This invention relates to toys and, more particularly, to a winding and launching device for toy vehicles.


Toy vehicles have long been prized by children and have helped children pass a generous number of pleasing hours during their childhood. There have been many kinds of toy vehicles and a great number of these have been wind-up toys. Wind-up toy vehicles, in general, utilize a spring wound motor to drive a set of wheels and thereby impel the vehicle over the ground. There have also been a number of flywheel driven toy vehicles which, essentially, utilize a spinning flywheel or inertia motor to provide the power to move a set of wheels and drive the vehicle over the ground. In either case, power must be provided to the vehicle by some sort of turning mechanism which either winds the spring motor or provides motion to the flywheel.

In the case of a spring motor driven vehicle, power is usually provided by use of a winding key which protrudes through the external portion of the vehicle. With a flywheel driven vehicle, it is difficult to use an external key because the flywheel must be turned quite rapidly, in most cases, to store inertia; and the vehicle must be placed on the ground as quickly as possible in order for the inertia of the flywheel to be utilized without a substantial loss of power. In many cases this problem has been, to some extent, overcome by connecting the wheels of the vehicle directly to the flywheel through a set of step-up gears. If the vehicle is pushed quite rapidly over the ground, the flywheel is set in motion. However, the optimum step-up gearing arrangement to allow the flywheel to run for any substantial period is too great to allow this method of application of power if the vehicle is to run for a substantial period of time.

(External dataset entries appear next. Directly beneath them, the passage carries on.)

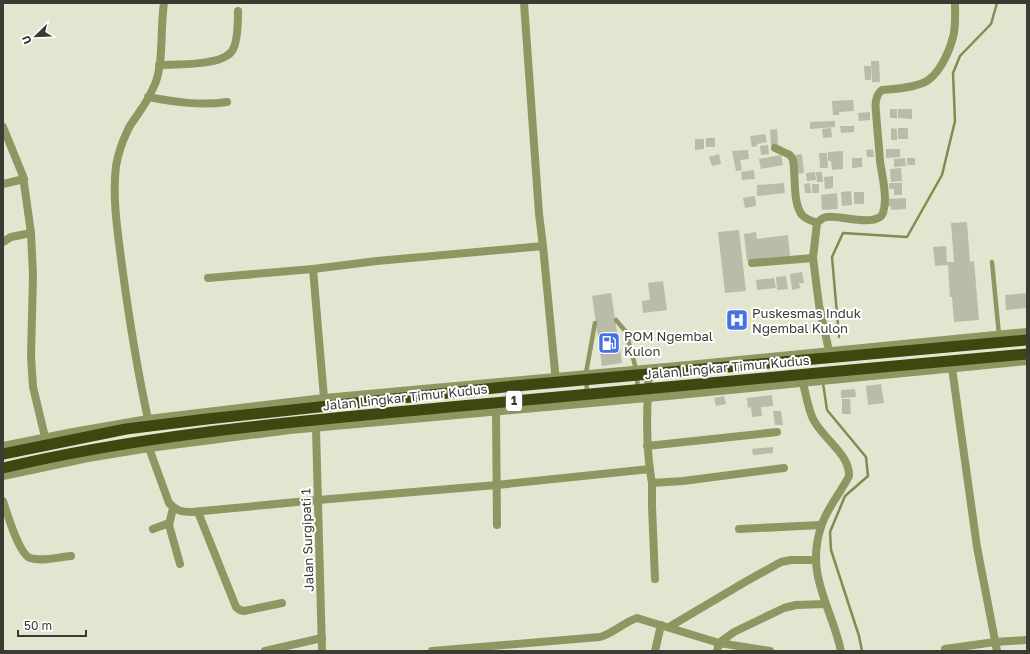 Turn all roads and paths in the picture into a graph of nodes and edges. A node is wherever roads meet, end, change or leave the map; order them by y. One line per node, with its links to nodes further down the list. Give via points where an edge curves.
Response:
1 (164, 3): 5 (street)
2 (524, 3): 15 (street, via 539,214)
3 (955, 3): 12 (street, via 954,36 938,70 924,83 882,90 876,98 885,192 883,213 880,218 856,220 827,217)
4 (238, 10): 5 (street, via 235,46 232,52 213,61)
5 (160, 65): 6 (street)
6 (148, 97): 7 (street, via 182,103); 38 (street, via 120,149 116,166 115,197 127,308)
7 (227, 102)
8 (3, 127): 10 (street)
9 (775, 148): 12 (street, via 793,160 800,211)
10 (24, 179): 11 (street); 13 (street)
11 (3, 184)
12 (817, 223): 16 (street)
13 (31, 233): 14 (street, via 12,237); 41 (street, via 34,275 31,349 33,387)
14 (3, 242)
15 (544, 246): 19 (street); 32 (street)
16 (814, 258): 18 (street); 26 (street)
17 (992, 262): 24 (lane)
18 (752, 263)
19 (313, 269): 20 (street); 35 (street)
20 (208, 278)
21 (616, 320): 30 (lane, via 626,332)
22 (595, 324): 31 (lane)
23 (1027, 332): 24 (street)
24 (999, 334): 26 (street)
25 (1027, 340): 30 (highway, Jalan Lingkar Timur Kudus / 1)
26 (829, 351): 30 (street)
27 (1027, 354): 34 (highway, Jalan Lingkar Timur Kudus / 1)
28 (1027, 361): 29 (street)
29 (952, 368): 33 (street); 70 (street, via 977,547)
30 (643, 372): 31 (highway, Jalan Lingkar Timur Kudus / 1); 34 (street)
31 (586, 377): 32 (highway, Jalan Lingkar Timur Kudus / 1); 36 (lane)
32 (556, 379): 35 (street); 45 (highway, Jalan Lingkar Timur Kudus / 1, via 143,427)
33 (803, 383): 34 (street); 58 (street, via 813,419 844,458 849,470 849,476)
34 (643, 393): 36 (highway, Jalan Lingkar Timur Kudus / 1); 43 (street)
35 (324, 398): 38 (street)
36 (588, 398): 37 (street); 46 (highway, Jalan Lingkar Timur Kudus / 1, via 311,420 205,432 57,455)
37 (496, 411): 39 (street); 51 (street)
38 (148, 419): 41 (street)
39 (316, 428): 44 (street); 52 (street, Jalan Surgipati 1)
40 (777, 432): 43 (street)
41 (45, 437): 42 (street)
42 (3, 446)
43 (647, 446): 48 (street)
44 (149, 448): 49 (street); 54 (street)
45 (3, 454)
46 (3, 468)
47 (784, 468): 50 (street)
48 (650, 470): 50 (street); 51 (street)
49 (3, 476)
50 (652, 483): 64 (street)
51 (496, 485): 52 (street); 57 (street)
52 (318, 500): 55 (street); 68 (street, Jalan Surgipati 1)
53 (3, 501): 61 (street, via 23,552 28,557 41,559)
54 (173, 508): 55 (street, via 178,511); 56 (street)
55 (198, 512): 65 (street, via 236,607 244,611)
56 (169, 523): 59 (street); 63 (street)
57 (497, 525)
58 (822, 525): 60 (street); 62 (street)
59 (153, 529)
60 (739, 529)
61 (71, 556)
62 (815, 560): 66 (street); 67 (street, via 792,560 772,566)
63 (180, 564)
64 (655, 579)
65 (282, 603)
66 (825, 604): 71 (street, via 784,608 734,632); 78 (street)
67 (665, 626): 71 (street); 75 (street, via 637,618 606,635 594,638); 76 (street)
68 (322, 638): 73 (street); 74 (street, Jalan Surgipati 1)
69 (1027, 640): 70 (street)
70 (995, 642): 72 (street); 79 (street)
71 (718, 647): 77 (street)
72 (945, 649)
73 (265, 651)
74 (322, 651)
75 (432, 651)
76 (655, 651)
77 (770, 651)
78 (841, 651)
79 (997, 651)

Various launching systems have therefore been devised to impart motion to the toy vehicles. Examples of such prior art vehicles and launching systems are shown in the following United States patents:

U.S. Pat. No. 2,050,892 L. Marx--Aug. 11, 1936

U.S. Pat. No. 2,731,765 R. N. Carver--Jan. 24, 1956

U.S. Pat. No. 3,707,805 G. H. Buck--Jan. 2, 1973

U.S. Pat. No. 3,735,525 M. J. Freed--May 29, 1973

U.S. Pat. No. 3,789,538 D. E. Spengler, et al--Feb. 5, 1974

U.S. Pat. No. 3,803,756 N. S. Strongin--Apr. 16, 1974

U.S. Pat. No. 3,886,682 M. Ieda, et al--June 3, 1975

U.S. Pat. No. 3,959,920 M. Ieda, et al--June 1, 1976

U.S. Pat. No. 4,087,935 R. C. Edmission, et al--May 9, 1978

None of this prior art discloses a means for rapidly imparting extremely high speeds to a flywheel driven toy vehicle so that the vehicle will operate for long periods.

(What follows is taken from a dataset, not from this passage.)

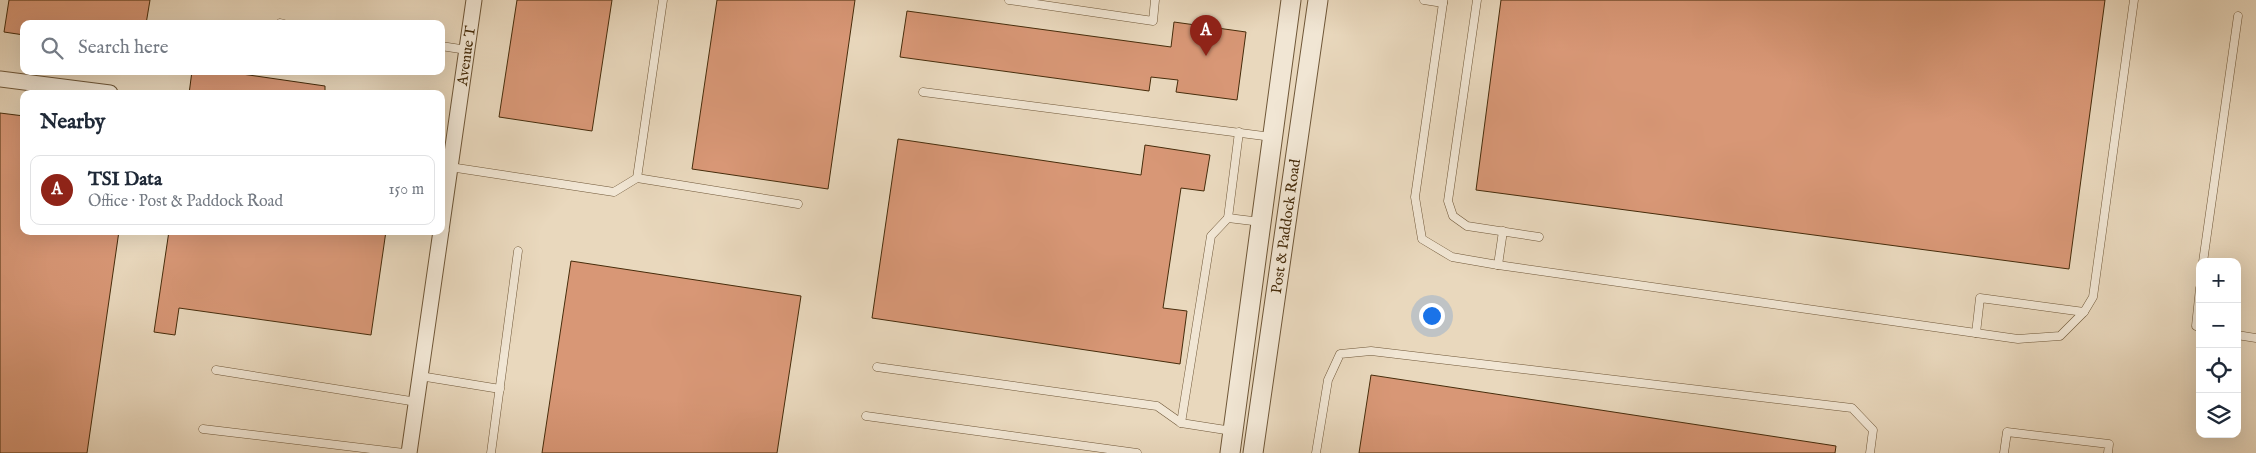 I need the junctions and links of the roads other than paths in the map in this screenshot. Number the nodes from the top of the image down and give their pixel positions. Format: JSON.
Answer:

The present invention provides a launching and winding device which is adapted to be utilized to energize a flywheel driven vehicle so that the flywheel rotates at an extremely high speed thereby imparting substantial inertia to the vehicle so that its movement will continue for a long period. The arrangement utilizes an elevatable platform having a coupling mechanism adapted to engage the coupling portion of the flywheel driving mechanism on the vehicle. The vehicle chasis sits on the platform with the coupling mechanism engaged and the vehicle wheels elevated. The arrangement has a crank positioned to turn the coupling mechanism through a set of step-up gears. The arrangement also provides a release by which the platform and the coupling to the flywheel of the vehicle may be removed essentially instantaneously leaving the vehicle with its flywheel rotating and its wheels turning on a portion of the launcher or booster which amounts to an initial portion of a road over which the vehicle is to progress.

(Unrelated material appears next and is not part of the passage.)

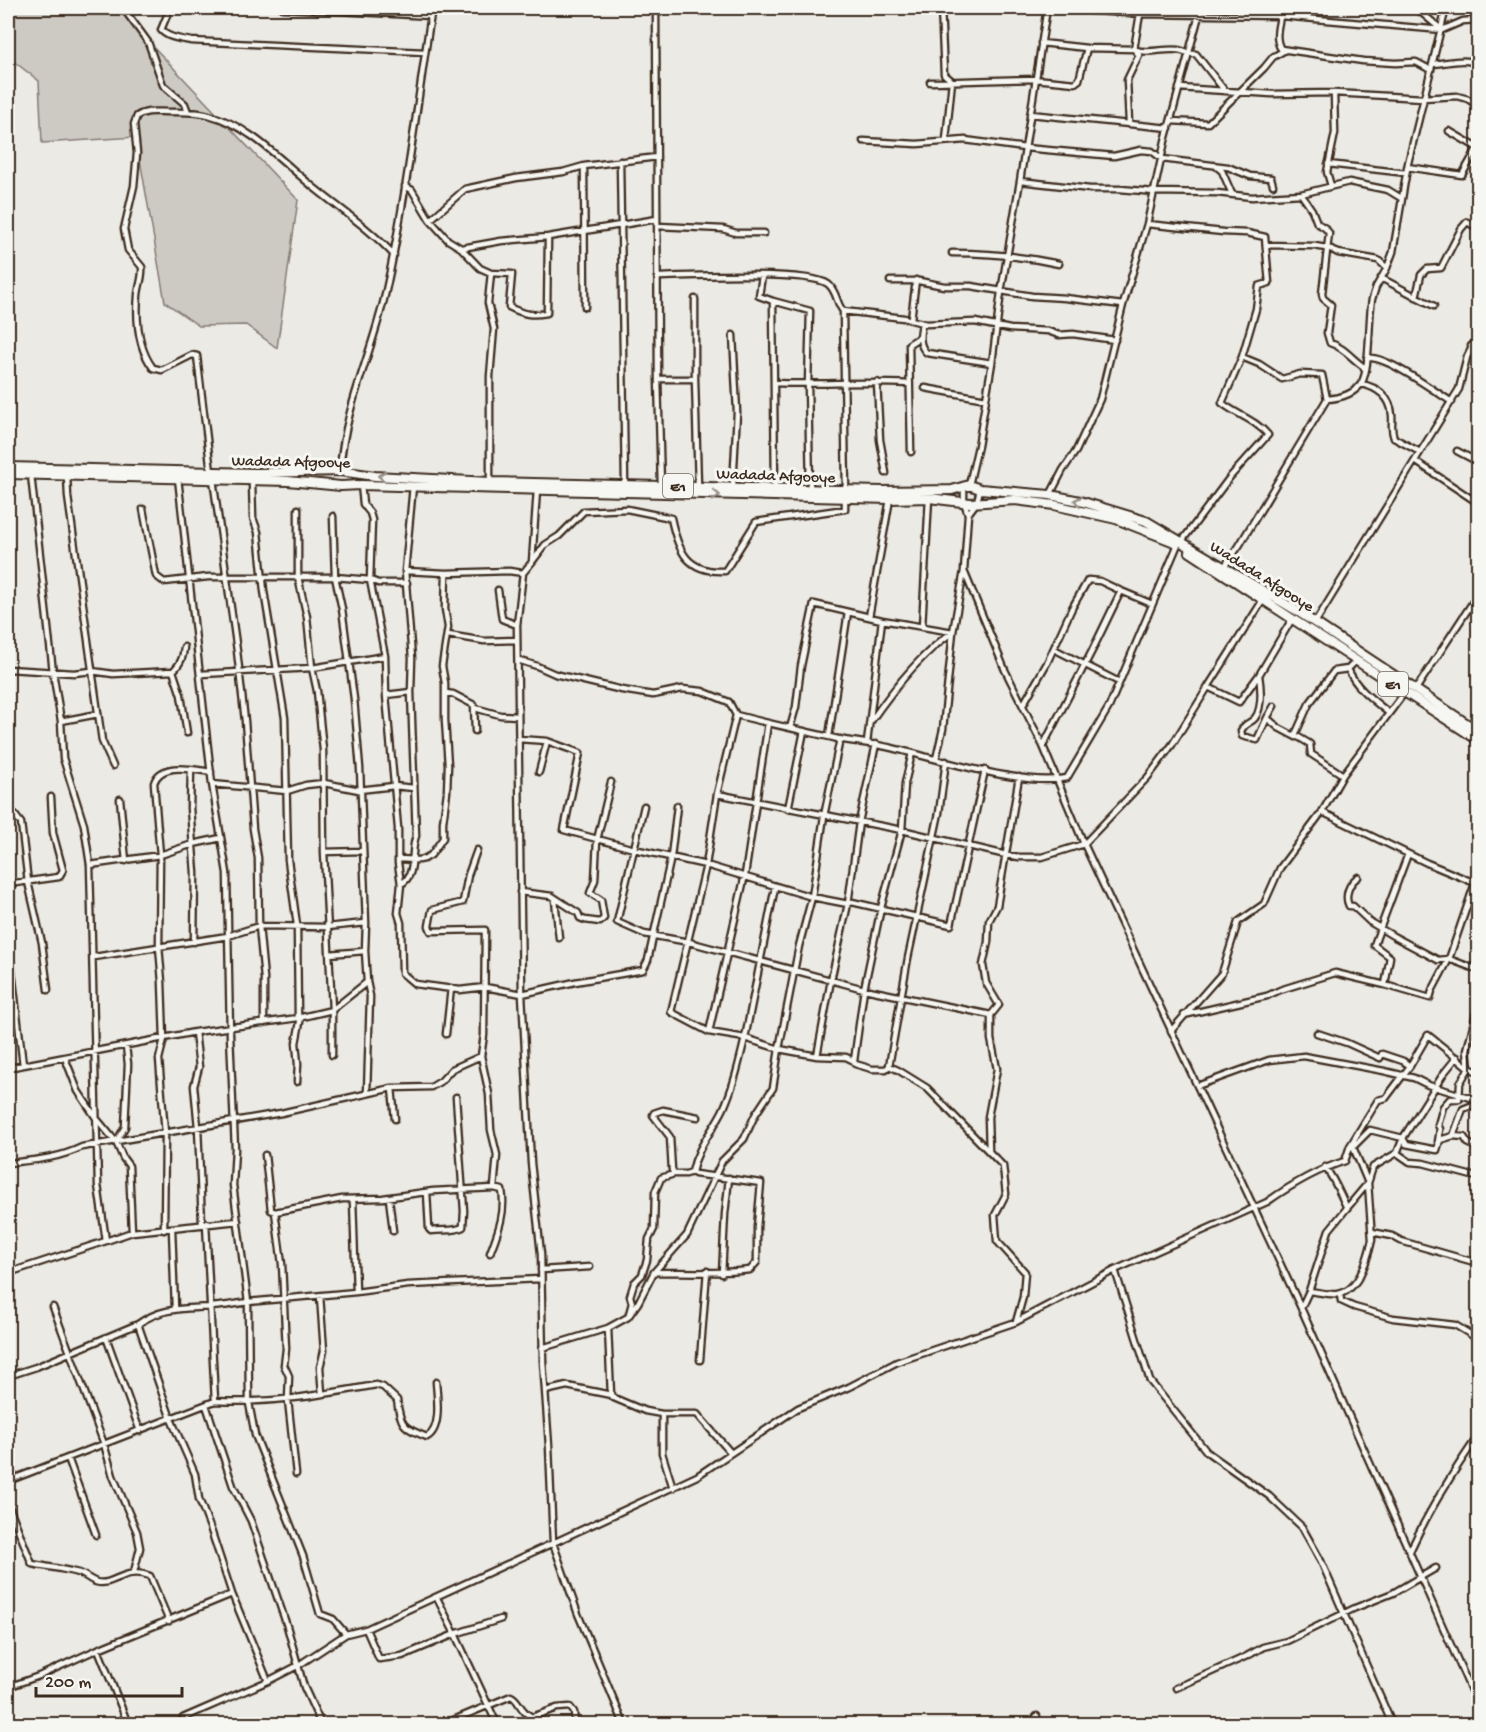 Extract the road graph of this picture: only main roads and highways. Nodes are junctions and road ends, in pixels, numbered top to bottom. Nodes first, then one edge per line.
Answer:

By this unique arrangement, essentially no time is lost between the imparting of power to the flywheel and the release of the vehicle. Furthermore, the extremely high step-up ratio of the gearing arrangement which drives the take-off coupling allows the flywheel to be spun at an extremely rapid rate thereby imparting a very high inertia to the flywheel so that the vehicle runs for a long period of time.


FIG. 1 is a perspective view of a winding and launching device constructed in accordance with the present invention associated with a vehicle to be driven thereby;

FIG. 2 is an exploded perspective view of the device shown in FIG. 1;

FIG. 3 is an enlarged top view of a portion of the device shown in FIG. 1;

FIG. 4 is an enlarged side view of the internal mechanism utilized in the device shown in FIG. 1;

FIG. 5 is an enlarged cross section of a detail of the internal mechanism of the device shown in FIG. 1; and

FIG. 6 is an enlarged cross section taken along the line 6--6 of FIG. 1.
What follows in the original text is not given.